▸ **EXERCISE PROMPT**
Find the lines in the records below that contain "South", and report each of them.

(Records from a dataset)
--*--

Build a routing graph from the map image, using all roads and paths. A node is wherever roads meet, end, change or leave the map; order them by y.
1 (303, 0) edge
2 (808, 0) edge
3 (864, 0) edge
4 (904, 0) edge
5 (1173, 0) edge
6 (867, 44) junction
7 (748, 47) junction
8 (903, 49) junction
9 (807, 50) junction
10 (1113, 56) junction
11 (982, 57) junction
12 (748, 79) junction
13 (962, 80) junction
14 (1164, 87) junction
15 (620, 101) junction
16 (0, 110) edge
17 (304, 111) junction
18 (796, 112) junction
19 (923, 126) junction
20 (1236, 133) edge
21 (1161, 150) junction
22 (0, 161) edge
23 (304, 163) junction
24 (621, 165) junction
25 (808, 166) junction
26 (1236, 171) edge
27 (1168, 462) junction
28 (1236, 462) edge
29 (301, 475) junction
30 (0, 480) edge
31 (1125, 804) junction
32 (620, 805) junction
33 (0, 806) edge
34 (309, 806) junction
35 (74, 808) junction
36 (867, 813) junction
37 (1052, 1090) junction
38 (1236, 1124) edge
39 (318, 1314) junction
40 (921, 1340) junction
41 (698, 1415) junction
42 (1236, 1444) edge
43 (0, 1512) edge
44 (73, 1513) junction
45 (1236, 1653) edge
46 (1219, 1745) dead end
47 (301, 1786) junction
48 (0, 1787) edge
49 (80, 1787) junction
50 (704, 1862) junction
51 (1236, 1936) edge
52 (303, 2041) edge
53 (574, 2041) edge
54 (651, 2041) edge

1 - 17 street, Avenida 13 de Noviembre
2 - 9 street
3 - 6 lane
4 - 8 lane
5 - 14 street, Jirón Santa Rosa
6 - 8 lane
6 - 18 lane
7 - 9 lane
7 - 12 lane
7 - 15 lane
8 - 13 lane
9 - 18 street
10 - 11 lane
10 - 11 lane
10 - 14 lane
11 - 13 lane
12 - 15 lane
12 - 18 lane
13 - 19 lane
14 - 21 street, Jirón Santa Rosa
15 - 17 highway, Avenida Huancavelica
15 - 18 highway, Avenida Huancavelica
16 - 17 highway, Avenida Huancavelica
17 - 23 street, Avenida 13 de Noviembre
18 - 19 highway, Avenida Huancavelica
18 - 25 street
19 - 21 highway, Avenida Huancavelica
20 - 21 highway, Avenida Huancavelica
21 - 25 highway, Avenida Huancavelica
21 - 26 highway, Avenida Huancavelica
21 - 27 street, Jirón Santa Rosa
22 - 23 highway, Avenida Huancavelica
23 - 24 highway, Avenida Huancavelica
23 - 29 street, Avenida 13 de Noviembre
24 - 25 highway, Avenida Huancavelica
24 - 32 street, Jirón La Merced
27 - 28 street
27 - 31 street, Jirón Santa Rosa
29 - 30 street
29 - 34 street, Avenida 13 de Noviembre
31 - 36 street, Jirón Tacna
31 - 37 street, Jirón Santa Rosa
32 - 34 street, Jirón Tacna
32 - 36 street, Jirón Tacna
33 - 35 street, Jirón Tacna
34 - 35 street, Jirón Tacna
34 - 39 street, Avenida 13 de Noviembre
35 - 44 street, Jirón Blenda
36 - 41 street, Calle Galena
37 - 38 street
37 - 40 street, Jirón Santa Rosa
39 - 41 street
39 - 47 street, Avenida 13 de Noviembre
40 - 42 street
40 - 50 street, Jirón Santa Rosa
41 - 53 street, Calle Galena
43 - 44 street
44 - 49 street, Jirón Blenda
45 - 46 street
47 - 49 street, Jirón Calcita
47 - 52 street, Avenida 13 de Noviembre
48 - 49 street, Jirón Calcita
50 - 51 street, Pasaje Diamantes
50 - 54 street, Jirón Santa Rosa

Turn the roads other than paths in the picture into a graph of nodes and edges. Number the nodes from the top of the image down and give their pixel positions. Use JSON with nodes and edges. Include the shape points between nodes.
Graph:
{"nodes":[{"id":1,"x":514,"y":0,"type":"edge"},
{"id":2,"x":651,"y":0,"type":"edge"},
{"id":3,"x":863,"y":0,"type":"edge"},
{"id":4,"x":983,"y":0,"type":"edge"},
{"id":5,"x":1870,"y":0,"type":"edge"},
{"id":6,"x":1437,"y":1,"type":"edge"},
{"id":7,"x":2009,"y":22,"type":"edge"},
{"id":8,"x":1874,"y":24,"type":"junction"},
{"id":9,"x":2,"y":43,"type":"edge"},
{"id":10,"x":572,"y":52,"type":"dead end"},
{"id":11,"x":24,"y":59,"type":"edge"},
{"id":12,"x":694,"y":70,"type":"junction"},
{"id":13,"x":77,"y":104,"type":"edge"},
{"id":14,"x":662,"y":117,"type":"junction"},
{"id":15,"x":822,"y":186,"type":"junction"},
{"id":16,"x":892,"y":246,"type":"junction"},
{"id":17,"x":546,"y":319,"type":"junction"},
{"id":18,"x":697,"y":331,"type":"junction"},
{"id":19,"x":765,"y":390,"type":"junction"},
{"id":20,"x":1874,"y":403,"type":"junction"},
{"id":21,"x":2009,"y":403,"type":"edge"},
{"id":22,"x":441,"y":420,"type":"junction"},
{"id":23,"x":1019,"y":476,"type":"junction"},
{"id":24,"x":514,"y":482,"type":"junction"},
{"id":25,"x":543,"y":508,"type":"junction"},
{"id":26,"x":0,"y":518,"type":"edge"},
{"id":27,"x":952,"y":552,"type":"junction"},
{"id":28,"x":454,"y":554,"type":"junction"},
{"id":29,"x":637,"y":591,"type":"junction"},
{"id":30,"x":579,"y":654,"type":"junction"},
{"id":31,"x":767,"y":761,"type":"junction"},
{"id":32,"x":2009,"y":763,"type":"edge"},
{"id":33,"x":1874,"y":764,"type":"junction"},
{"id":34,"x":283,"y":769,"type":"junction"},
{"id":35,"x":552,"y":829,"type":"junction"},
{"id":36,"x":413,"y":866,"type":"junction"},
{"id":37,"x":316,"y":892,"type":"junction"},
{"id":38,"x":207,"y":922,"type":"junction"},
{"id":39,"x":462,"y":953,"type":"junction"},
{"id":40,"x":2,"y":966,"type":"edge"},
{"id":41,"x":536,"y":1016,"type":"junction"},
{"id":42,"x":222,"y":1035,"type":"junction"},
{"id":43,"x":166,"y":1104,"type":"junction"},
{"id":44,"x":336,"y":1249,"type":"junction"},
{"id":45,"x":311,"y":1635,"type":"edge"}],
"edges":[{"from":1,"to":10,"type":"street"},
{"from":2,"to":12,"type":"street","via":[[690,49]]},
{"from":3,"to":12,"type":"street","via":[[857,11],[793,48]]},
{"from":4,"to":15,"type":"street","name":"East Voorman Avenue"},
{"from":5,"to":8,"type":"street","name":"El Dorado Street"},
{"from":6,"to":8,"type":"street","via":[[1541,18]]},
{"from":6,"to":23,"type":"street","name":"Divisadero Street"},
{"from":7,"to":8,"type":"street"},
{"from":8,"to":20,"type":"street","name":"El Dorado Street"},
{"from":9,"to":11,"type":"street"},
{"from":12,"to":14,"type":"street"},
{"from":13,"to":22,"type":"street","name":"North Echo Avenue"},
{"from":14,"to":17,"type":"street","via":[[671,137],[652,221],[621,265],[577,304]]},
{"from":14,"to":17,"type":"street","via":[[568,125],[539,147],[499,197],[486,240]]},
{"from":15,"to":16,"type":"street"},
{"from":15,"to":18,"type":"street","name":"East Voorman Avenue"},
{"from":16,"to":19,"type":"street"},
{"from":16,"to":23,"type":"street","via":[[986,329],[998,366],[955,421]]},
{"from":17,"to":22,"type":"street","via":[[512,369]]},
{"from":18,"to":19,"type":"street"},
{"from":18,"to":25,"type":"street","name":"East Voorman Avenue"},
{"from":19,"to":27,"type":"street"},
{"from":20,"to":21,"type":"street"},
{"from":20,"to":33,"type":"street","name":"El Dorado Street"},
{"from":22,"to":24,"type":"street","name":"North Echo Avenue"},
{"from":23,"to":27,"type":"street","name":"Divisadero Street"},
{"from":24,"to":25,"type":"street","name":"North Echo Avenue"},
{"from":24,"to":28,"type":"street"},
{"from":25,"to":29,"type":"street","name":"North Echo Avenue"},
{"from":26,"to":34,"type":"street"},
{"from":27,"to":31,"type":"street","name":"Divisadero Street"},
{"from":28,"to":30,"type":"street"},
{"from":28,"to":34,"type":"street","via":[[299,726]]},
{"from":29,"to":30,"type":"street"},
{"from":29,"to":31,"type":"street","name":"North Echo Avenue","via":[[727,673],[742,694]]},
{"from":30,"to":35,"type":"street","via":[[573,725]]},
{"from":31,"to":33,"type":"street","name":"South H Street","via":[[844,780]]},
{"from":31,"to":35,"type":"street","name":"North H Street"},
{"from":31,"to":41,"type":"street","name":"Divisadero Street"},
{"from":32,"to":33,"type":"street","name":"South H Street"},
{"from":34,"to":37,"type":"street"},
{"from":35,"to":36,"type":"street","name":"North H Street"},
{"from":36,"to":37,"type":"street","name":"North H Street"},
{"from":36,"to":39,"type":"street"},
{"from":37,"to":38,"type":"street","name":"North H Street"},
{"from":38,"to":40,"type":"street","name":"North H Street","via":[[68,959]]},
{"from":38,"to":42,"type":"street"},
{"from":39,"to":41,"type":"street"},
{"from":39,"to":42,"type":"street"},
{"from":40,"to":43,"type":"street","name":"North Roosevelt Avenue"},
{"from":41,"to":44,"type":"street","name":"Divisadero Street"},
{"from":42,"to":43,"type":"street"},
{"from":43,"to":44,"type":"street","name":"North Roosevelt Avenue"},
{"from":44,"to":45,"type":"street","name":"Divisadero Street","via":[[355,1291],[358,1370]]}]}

--*--

▸ **ANSWER BELOW**
{"from":31,"to":33,"type":"street","name":"South H Street","via":[[844,780]]},
{"from":32,"to":33,"type":"street","name":"South H Street"},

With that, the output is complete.